Hey, it's been some time!
If you want to know what we've been up to, make sure to check out Wholesome Direct on June 6th :)
Wholesome Direct
In one of the previous posts I described how the villagers navigate around the world and in this one I want to talk a bit about how they decide where to go and what to do.
Let's take this woodcutter hut for example:
There's a tool rack containing an axe, a few trees around the hut and a place where logs can be stored.
It's quite obvious what needs to happen here in order to produce logs, but how do we put this into program code?
An easy solution would be having some code that says "if you're a woodcutter, here's step by step what you need to do: get the axe, chop a tree, carry the log to storage and put away the axe".
This could be done quite easily with a state machine or if you want something a bit more powerful with a behaviour tree.
That's how we implemented it initially and what we also did for the guests in Parkitect.
However, there's a few problems:
- What if the woodcutter gets interrupted after chopping the tree? For example the player might have built a wall that prevents the woodcutter from returning to the workshop. The woodcutter is still holding the axe, and now there's logs on the floor that need to be transported away. Suddenly our clear list of instructions for what to do doesn't work anymore. We could provide multiple lists of instructions for different situations or make the instructions a bit more flexible (the first instruction in the example could say "get the axe if you are not already carrying it")... but that means we need to think of every possible combination of things that could possibly happen.
- This doesn't create very natural looking behaviors. What if the woodcutter decides to chop two trees in a row? They would put away the axe after chopping the first tree, just to immediately pick up the axe again for the second tree. Maybe we could remove the "put away axe" instruction and allow them to keep carrying the axe, but when do they put it away then? For example they should definitely not hold the axe anymore when they go sleep.

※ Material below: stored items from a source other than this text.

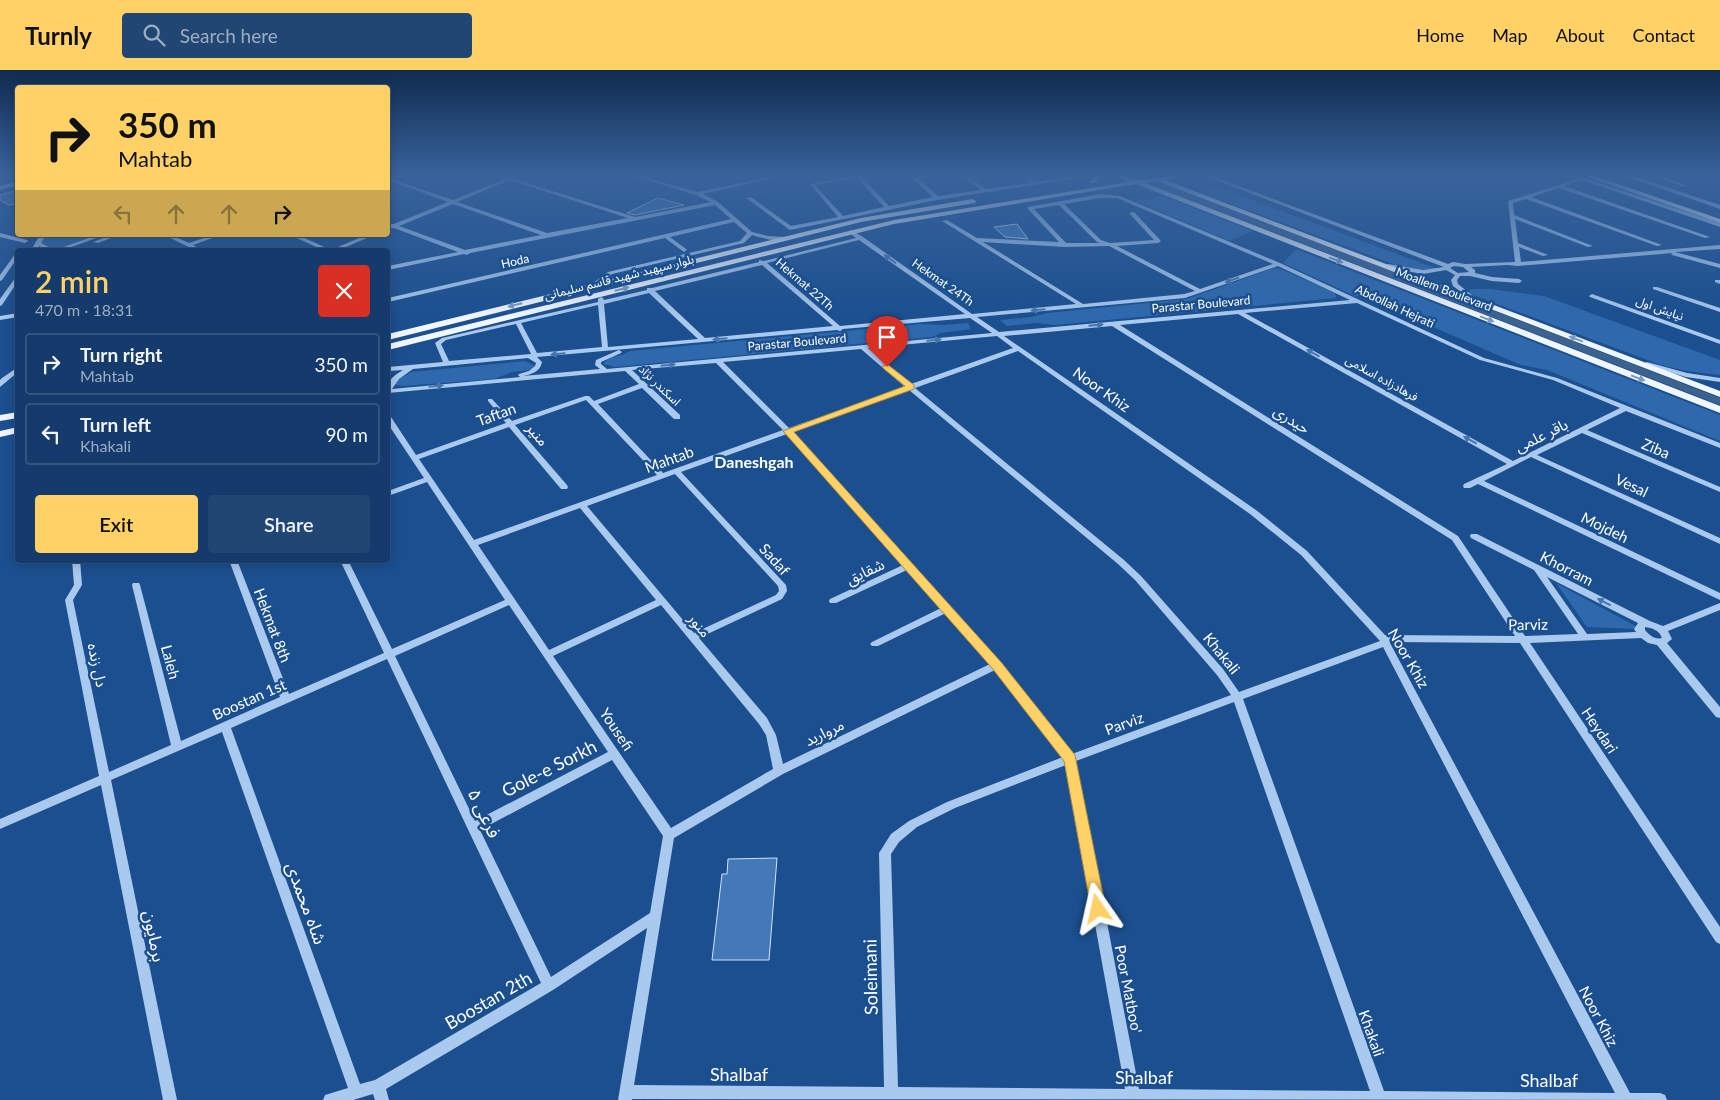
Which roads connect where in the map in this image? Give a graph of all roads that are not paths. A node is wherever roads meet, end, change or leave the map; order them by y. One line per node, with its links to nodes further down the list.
1 (399, 223): 24 (street)
2 (513, 223): 32 (street)
3 (613, 223): 32 (street)
4 (723, 223): 41 (street, Hoda)
5 (739, 223): 28 (street)
6 (783, 223): 25 (street)
7 (813, 223): 25 (street)
8 (849, 223): 29 (main road, بلوار سپهبد شهید قاسم سلیمانی)
9 (890, 223): 23 (main road, بلوار سپهبد شهید قاسم سلیمانی)
10 (948, 223): 45 (street)
11 (1044, 223): 52 (street, Abdollah Hejrati)
12 (1081, 223): 49 (street)
13 (1141, 223): 49 (street)
14 (1180, 223): 71 (street, Abdollah Hejrati)
15 (1242, 223): 136 (main road, Moallem Boulevard, one-way to 136)
16 (1272, 223): 73 (main road, Moallem Boulevard)
17 (1332, 223): 76 (street)
18 (1513, 223): 50 (street)
19 (1530, 223): 54 (street)
20 (1599, 223): 53 (street)
21 (1667, 223): 42 (street)
22 (390, 224): 24 (street)
23 (884, 224): 27 (main road); 30 (main road, بلوار سپهبد شهید قاسم سلیمانی)
24 (394, 225): 26 (street); 66 (street)
25 (804, 225): 29 (street)
26 (390, 227)
27 (909, 227)
28 (750, 232): 43 (street); 47 (street)
29 (812, 232): 43 (main road, بلوار سپهبد شهید قاسم سلیمانی)
30 (851, 232): 44 (street, Hekmat 24Th); 69 (main road, بلوار سپهبد شهید قاسم سلیمانی)
31 (0, 235): 46 (street)
32 (547, 235): 66 (street)
33 (28, 237): 46 (street)
34 (42, 237): 48 (street)
35 (90, 237): 59 (street)
36 (110, 237): 60 (street)
37 (171, 237): 51 (street)
38 (212, 237): 51 (street)
39 (297, 237): 62 (street)
40 (366, 237): 63 (street)
41 (668, 237): 64 (street); 92 (street, Hoda)
42 (1708, 237)
43 (785, 238): 86 (main road, بلوار سپهبد شهید قاسم سلیمانی)
44 (861, 238): 70 (street); 101 (street, Hekmat 24Th, one-way to 44)
45 (977, 240): 52 (street); 97 (street)
46 (25, 241): 56 (street)
47 (742, 242): 86 (street)
48 (38, 244): 57 (street); 58 (street)
49 (1111, 244): 52 (street); 89 (street)
50 (1516, 244): 67 (street); 72 (street)
51 (189, 245): 61 (street)
52 (1065, 245)
53 (1660, 245)
54 (1590, 246)
55 (1720, 247): 65 (street)
56 (20, 248)
57 (35, 248)
58 (47, 248)
59 (63, 248)
60 (78, 248)
61 (195, 248)
62 (323, 248)
63 (339, 248)
64 (684, 250)
65 (1666, 252): 72 (street); 75 (street)
66 (467, 253): 78 (street)
67 (1545, 255)
68 (15, 256): 79 (street)
69 (755, 256): 70 (street, Hekmat 22Th); 85 (main road, بلوار سپهبد شهید قاسم سلیمانی)
70 (763, 263): 88 (street); 105 (street, Hekmat 22Th)
71 (1278, 264): 89 (street, Parastar Boulevard, one-way to 89); 93 (street, Abdollah Hejrati)
72 (1518, 264): 74 (street); 80 (street)
73 (1383, 265): 76 (street); 94 (main road, Moallem Boulevard)
74 (1465, 266): 76 (street); 80 (street)
75 (1720, 266)
76 (1448, 267): 81 (street)
77 (15, 268): 79 (street)
78 (390, 268)
79 (7, 269): 82 (street)
80 (1472, 273): 81 (street); 84 (street)
81 (1459, 274): 94 (street)
82 (0, 279)
83 (15, 281): 96 (street)
84 (1519, 281)
85 (644, 283): 88 (street); 90 (main road, بلوار سپهبد شهید قاسم سلیمانی, one-way to 85)
86 (592, 286): 107 (main road, بلوار سپهبد شهید قاسم سلیمانی, one-way to 107)
87 (1655, 288): 98 (street)
88 (652, 291): 95 (street); 109 (street)
89 (1200, 291): 97 (street, Parastar Boulevard)
90 (601, 294): 95 (street); 111 (main road, بلوار سپهبد شهید قاسم سلیمانی)
91 (1592, 296): 110 (street, نیایش اول)
92 (390, 300)
93 (1358, 301): 99 (street, Parastar Boulevard); 135 (street, Abdollah Hejrati)
94 (1476, 301): 117 (main road, Moallem Boulevard, one-way to 94)
95 (601, 303): 103 (street); 115 (street)
96 (0, 304)
97 (1083, 306): 101 (street, Parastar Boulevard, one-way to 101)
98 (1720, 310)
99 (1239, 312): 104 (street, Parastar Boulevard); 149 (street, فرهادزاده اسلامی, one-way to 99)
100 (15, 316): 102 (street)
101 (973, 316): 105 (street, Parastar Boulevard); 106 (street, Hekmat 24Th)
102 (0, 318)
103 (518, 323): 108 (street); 116 (street)
104 (1114, 324): 106 (street, Parastar Boulevard, one-way to 104); 180 (street, حیدری)
105 (840, 328): 109 (street, Parastar Boulevard, one-way to 109)
106 (998, 334): 113 (street, Parastar Boulevard, one-way to 106); 114 (street, Noor Khiz)
107 (390, 336)
108 (444, 339): 119 (street)
109 (704, 341): 112 (street, Parastar Boulevard)
110 (1720, 342)
111 (390, 347)
112 (633, 347): 115 (street, Parastar Boulevard); 124 (street)
113 (862, 347): 118 (street, Parastar Boulevard); 130 (street, Khakali)
114 (1017, 348): 130 (street, Mahtab); 179 (street, Noor Khiz)
115 (605, 350): 116 (street, Parastar Boulevard, one-way to 116)
116 (533, 356): 119 (street, Parastar Boulevard); 125 (street)
117 (1624, 358): 126 (street); 132 (main road, Moallem Boulevard)
118 (717, 360): 122 (street, Parastar Boulevard, one-way to 118); 144 (street, Poor Matboo')
119 (447, 364): 120 (street, Parastar Boulevard)
120 (417, 367): 121 (street, Parastar Boulevard); 127 (street)
121 (390, 369)
122 (627, 369): 124 (street, Parastar Boulevard); 128 (street, اسکندر نژاد)
123 (15, 371): 129 (street)
124 (606, 371): 125 (street, Parastar Boulevard)
125 (501, 380): 131 (street, Parastar Boulevard, one-way to 125)
126 (1720, 380)
127 (390, 383)
128 (643, 384): 134 (street); 138 (street, اسکندر نژاد)
129 (0, 385)
130 (911, 387): 144 (street, Mahtab); 186 (street, Khakali)
131 (390, 391)
132 (1720, 394)
133 (490, 400): 141 (street, منیر)
134 (594, 403): 141 (street, Taftan); 151 (street)
135 (1626, 408): 142 (street, باقر علمی); 146 (street, Abdollah Hejrati)
136 (1720, 410)
137 (15, 416): 139 (main road)
138 (677, 417)
139 (1, 419)
140 (390, 422): 148 (street, Yousefi)
141 (510, 424): 148 (street, Taftan); 155 (street, منیر)
142 (1582, 430): 147 (street, باقر علمی); 156 (street, Ziba)
143 (15, 431): 145 (main road)
144 (788, 431): 150 (street, Mahtab); 165 (street, Poor Matboo')
145 (1, 433)
146 (1720, 446)
147 (1532, 455): 149 (street, باقر علمی); 160 (street, Vesal)
148 (414, 458): 152 (street, Yousefi)
149 (1513, 464): 153 (street, باقر علمی)
150 (676, 471): 151 (street, Mahtab); 177 (street, Sadaf)
151 (662, 476): 158 (street, Mahtab)
152 (428, 479): 157 (street); 161 (street, Yousefi)
153 (1478, 481): 154 (street, باقر علمی); 168 (street, Mojdeh)
154 (1467, 486)
155 (564, 487)
156 (1720, 490)
157 (390, 493)
158 (582, 505): 161 (street, Mahtab); 169 (street, منور)
159 (1474, 536): 166 (street, Khorram)
160 (1720, 541)
161 (472, 544): 171 (street, Yousefi)
162 (76, 563): 194 (street, دل زنده)
163 (234, 563): 187 (street, Hekmat 8th)
164 (345, 563): 183 (street, فرعی ۵)
165 (908, 566): 170 (street, شقایق); 173 (street, Poor Matboo')
166 (1536, 568): 174 (street, Khorram, one-way to 166); 178 (street)
167 (136, 586): 190 (street, Laleh)
168 (1720, 598)
169 (662, 600): 177 (street, منور); 184 (street)
170 (833, 601)
171 (511, 602): 183 (street, Boostan 1st); 184 (street, Yousefi)
172 (1720, 606): 175 (street)
173 (947, 610): 182 (street); 185 (street, Poor Matboo')
174 (1647, 624): 175 (street, Khorram); 176 (street)
175 (1662, 630): 181 (street)
176 (1643, 635): 178 (street, Parviz); 181 (street)
177 (693, 637): 193 (street, منور)
178 (1585, 638): 180 (street, Parviz)
179 (1384, 640): 180 (street, Parviz); 186 (street, Parviz); 211 (street, Noor Khiz)
180 (1522, 640): 200 (street, Heydari)
181 (1660, 642): 188 (street)
182 (875, 644)
183 (390, 654): 187 (street, Boostan 1st); 196 (street, فرعی ۵)
184 (548, 655): 191 (street, Yousefi)
185 (997, 665): 192 (street, Poor Matboo'); 193 (street, مروارید)
186 (1237, 697): 192 (street, Parviz); 207 (street, Khakali)
187 (286, 699): 189 (street, Boostan 1st)
188 (1720, 714)
189 (225, 726): 190 (street, Boostan 1st); 203 (street, شاه محمدی)
190 (178, 747): 194 (street, Boostan 1st)
191 (614, 754): 196 (street, Gole-e Sorkh); 197 (street, Yousefi)
192 (1070, 759): 198 (street, Parviz); 206 (street, Poor Matboo')
193 (779, 771): 197 (street, مروارید)
194 (106, 778): 195 (street, Boostan 1st); 208 (street, برمایون)
195 (0, 824)
196 (473, 828): 201 (street, فرعی ۵)
197 (669, 835): 199 (street)
198 (885, 853): 205 (street, Soleimani)
199 (656, 916): 201 (street, Boostan 2th); 204 (street)
200 (1720, 938)
201 (549, 986): 202 (street, Boostan 2th)
202 (378, 1086): 203 (street, Boostan 2th); 210 (street)
203 (356, 1092): 209 (street, Boostan 2th)
204 (626, 1096): 205 (street, Shalbaf)
205 (890, 1097): 206 (street, Shalbaf)
206 (1134, 1098): 207 (street, Shalbaf)
207 (1380, 1099): 211 (street, Shalbaf)
208 (170, 1100)
209 (330, 1100)
210 (382, 1100)
211 (1626, 1100): 212 (street, Shalbaf)
212 (1660, 1100)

We could have a "put away any tool you're holding" instruction as the first item in our "how to sleep" instruction list, but again: for every behavior a villager can do we'd have to think of every possible state they might be in and make sure it's something valid.
So this felt like a pretty fragile solution and we've been struggling with it for some time until we learned about Goal-Oriented Action Planning (GOAP).
GOAP is a planning system that generates the necessary list of instructions in order to achieve a certain goal.
It's a bit like pathfinding, but instead of searching through a list of positions to find a path to a certain location you're searching through a list of possible instructions to find a valid sequence.
The way it works is that first we need to define what actions are available to the villager, and every action also has a list of preconditions that need to be fulfilled in order to be able to execute the action, and a list of effects the action has.
For our woodcutter example it looks like this:
If we now give the villager a goal of "has put down log" the GOAP algorithm takes all of these actions and tries out all valid combinations in a somewhat smart way until it finds a sequence where the last action has an effect of "has put down log".
So for example the trees now offer a "chop" action that has a precondition of "has axe" and an effect of "has log". The villager is not holding an axe currently so this action is not possible.
The axe tool rack has a "pick up axe" action with a precondition of "has empty hands" and an effect of "has axe". The woodcutter is not holding anything currently so this action is possible, and then afterwards the "chop" action becomes possible because its precondition has been fulfilled now and it keeps going like this until finding the "put down log" action of the log storage.
This is really cool, because now we just have to define all of the individual actions correctly which is a lot more manageable and less error-prone.
What's also great is that this makes adding new objects and behaviors into the game quite easy! We just have to set up the new actions an object provides and maybe define a new goal and the villagers can immediately interact with it. It feels so much easier than our initial approach that it's a bit like magic.
Sometimes it even leads to surprises where the villagers reach a goal in a way that makes complete sense but we did not expect :)
The downside of course is that generating the action sequences is not free in terms of computations, especially if there's a large list of possible actions to try, so it's important to keep that list as small as possible. What's also a bit tricky is that Croakwood towns can have many villagers and they are all following their own plans, but because it usually takes quite some time to complete an action list there's not many of them having to create new plans at the same time.
So far this has not been an issue but it's something we'll need to keep an eye on.